Doch davon abgesehen fährt sich der Arocs noch einfacher als eine M-Klasse: Man braucht kaum mehr als den kleinen Finger am riesigen Lenkrad, einen schweren Fuß auf dem Pedal und das blinde Vertrauen in den Motor, der den Boden unter der Kabine bei jedem Gasstoß sanft erzittern lässt. Dann setzt sich der Koloss in Bewegung und macht nicht den Eindruck, dass er sich von irgendetwas stoppen ließe: Knietiefer Sand, ausgefahrene Matschpfade, in denen eine G-Klasse prompt fest sitzen würde, Steigungen, die man zu Fuß kaum erklimmen kann, Wasserdurchfahrten oder Geröllpisten… „Einfach Gasgeben und weiter geht’s”, sagt der Instruktor und das Laster tut genau das: er fährt unbeeindruckt weiter.

Klar ist man draußen auf der ausgebauten Straße die Spaßbremse, weil auch der stärkste Arocs eine gefühlte Ewigkeit braucht, bis er mal richtig in Fahrt ist. Beim Von-0-auf-100-Vergleich hat er dank eines elektronischen Limits ohnehin keine Chance. Und wen will man schon damit beeindrucken, dass man zum Beispiel in kilometerlangen Autobahnbaustellen lässig mit Tempo 50 rückwärts am Stau vorbei fahren kann? Doch hier in der Kiesgrube ist der Arcos-Lenker der König.

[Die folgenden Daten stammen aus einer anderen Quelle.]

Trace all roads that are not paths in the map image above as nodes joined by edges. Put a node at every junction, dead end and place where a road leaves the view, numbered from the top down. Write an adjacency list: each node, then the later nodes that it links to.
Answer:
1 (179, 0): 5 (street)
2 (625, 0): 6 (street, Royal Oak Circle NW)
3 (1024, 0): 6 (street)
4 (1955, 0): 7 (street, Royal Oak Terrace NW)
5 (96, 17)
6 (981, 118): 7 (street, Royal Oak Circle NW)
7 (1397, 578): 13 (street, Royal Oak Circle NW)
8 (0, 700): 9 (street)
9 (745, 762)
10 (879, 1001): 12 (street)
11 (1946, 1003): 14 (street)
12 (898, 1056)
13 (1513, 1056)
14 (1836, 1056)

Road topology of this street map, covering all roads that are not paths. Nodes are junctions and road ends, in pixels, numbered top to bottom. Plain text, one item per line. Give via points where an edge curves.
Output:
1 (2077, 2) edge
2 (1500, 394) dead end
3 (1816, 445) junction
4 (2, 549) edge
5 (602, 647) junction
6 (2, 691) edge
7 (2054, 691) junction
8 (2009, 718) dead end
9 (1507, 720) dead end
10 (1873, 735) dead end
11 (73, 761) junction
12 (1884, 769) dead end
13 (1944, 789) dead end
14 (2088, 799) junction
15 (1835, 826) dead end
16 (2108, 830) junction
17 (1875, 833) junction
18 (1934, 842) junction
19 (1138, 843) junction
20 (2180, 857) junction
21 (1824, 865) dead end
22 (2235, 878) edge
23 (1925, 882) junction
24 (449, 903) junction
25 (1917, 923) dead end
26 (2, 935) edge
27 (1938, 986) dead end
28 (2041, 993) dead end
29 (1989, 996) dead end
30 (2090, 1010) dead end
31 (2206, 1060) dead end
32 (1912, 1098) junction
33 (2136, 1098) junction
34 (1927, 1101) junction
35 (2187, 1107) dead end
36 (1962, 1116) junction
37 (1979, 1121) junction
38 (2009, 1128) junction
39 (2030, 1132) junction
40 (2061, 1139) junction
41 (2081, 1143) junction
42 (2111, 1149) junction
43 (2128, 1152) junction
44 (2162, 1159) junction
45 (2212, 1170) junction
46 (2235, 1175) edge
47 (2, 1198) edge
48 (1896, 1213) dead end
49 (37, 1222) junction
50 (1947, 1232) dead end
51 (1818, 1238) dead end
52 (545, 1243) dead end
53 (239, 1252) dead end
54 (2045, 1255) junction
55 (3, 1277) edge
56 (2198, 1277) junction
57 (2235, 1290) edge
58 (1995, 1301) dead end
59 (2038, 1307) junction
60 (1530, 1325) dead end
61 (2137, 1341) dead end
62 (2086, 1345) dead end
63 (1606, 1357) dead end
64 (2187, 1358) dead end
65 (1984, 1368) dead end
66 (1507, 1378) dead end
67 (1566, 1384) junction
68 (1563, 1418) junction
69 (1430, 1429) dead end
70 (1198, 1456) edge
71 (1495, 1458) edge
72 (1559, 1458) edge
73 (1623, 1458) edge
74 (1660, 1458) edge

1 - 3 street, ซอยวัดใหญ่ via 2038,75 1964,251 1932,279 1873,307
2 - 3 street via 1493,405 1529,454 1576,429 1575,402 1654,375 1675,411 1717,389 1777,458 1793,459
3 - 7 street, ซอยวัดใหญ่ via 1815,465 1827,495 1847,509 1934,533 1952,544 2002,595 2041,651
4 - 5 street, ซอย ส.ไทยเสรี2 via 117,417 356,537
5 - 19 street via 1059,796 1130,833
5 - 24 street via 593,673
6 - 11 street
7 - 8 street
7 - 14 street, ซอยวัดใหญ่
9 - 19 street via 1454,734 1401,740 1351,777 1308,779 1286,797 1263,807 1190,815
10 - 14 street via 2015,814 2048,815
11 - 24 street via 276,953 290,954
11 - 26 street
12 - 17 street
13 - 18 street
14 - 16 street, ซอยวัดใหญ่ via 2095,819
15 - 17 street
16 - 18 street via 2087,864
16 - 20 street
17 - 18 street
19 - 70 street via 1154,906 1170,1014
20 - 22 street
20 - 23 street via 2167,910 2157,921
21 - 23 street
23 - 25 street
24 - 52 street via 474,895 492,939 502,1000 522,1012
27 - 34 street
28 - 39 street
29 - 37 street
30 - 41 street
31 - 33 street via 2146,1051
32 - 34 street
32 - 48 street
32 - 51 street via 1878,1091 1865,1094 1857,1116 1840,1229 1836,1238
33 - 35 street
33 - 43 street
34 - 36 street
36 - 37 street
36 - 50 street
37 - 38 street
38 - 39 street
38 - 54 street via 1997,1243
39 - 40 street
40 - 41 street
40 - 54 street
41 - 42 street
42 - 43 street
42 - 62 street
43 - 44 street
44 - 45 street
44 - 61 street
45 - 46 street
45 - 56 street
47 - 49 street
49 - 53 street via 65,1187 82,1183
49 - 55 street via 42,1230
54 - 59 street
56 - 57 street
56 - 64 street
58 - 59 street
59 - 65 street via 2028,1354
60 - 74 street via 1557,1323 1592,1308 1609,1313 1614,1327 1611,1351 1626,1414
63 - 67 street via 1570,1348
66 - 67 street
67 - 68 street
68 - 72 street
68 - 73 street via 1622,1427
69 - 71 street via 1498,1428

Natürlich ist der Wagen im wahrsten Sinne ein reines Nutzfahrzeug, auch wenn er manch’ einem großen Jungen mit prallem Sparschwein als perfektes Spielzeug dienen könnte. Dass sich das Trumm trotzdem wohl nie ein Privatmann kaufen wird, liegt weniger an den Preisen, die mit 150.000 bis 360.000 Euro abzüglich der in diesem Geschäft üblichen Riesen-Rabatte kaum höher sind als bei Luxuslimousinen und Sportwagen. Sondern es hat einenanderen Grund: Für so ein großes Spielzeug hat niemand kaum jemand den passenden Sandkasten. Oder keinen Sie jemanden mit einer Kiesgrube im Vorgarten?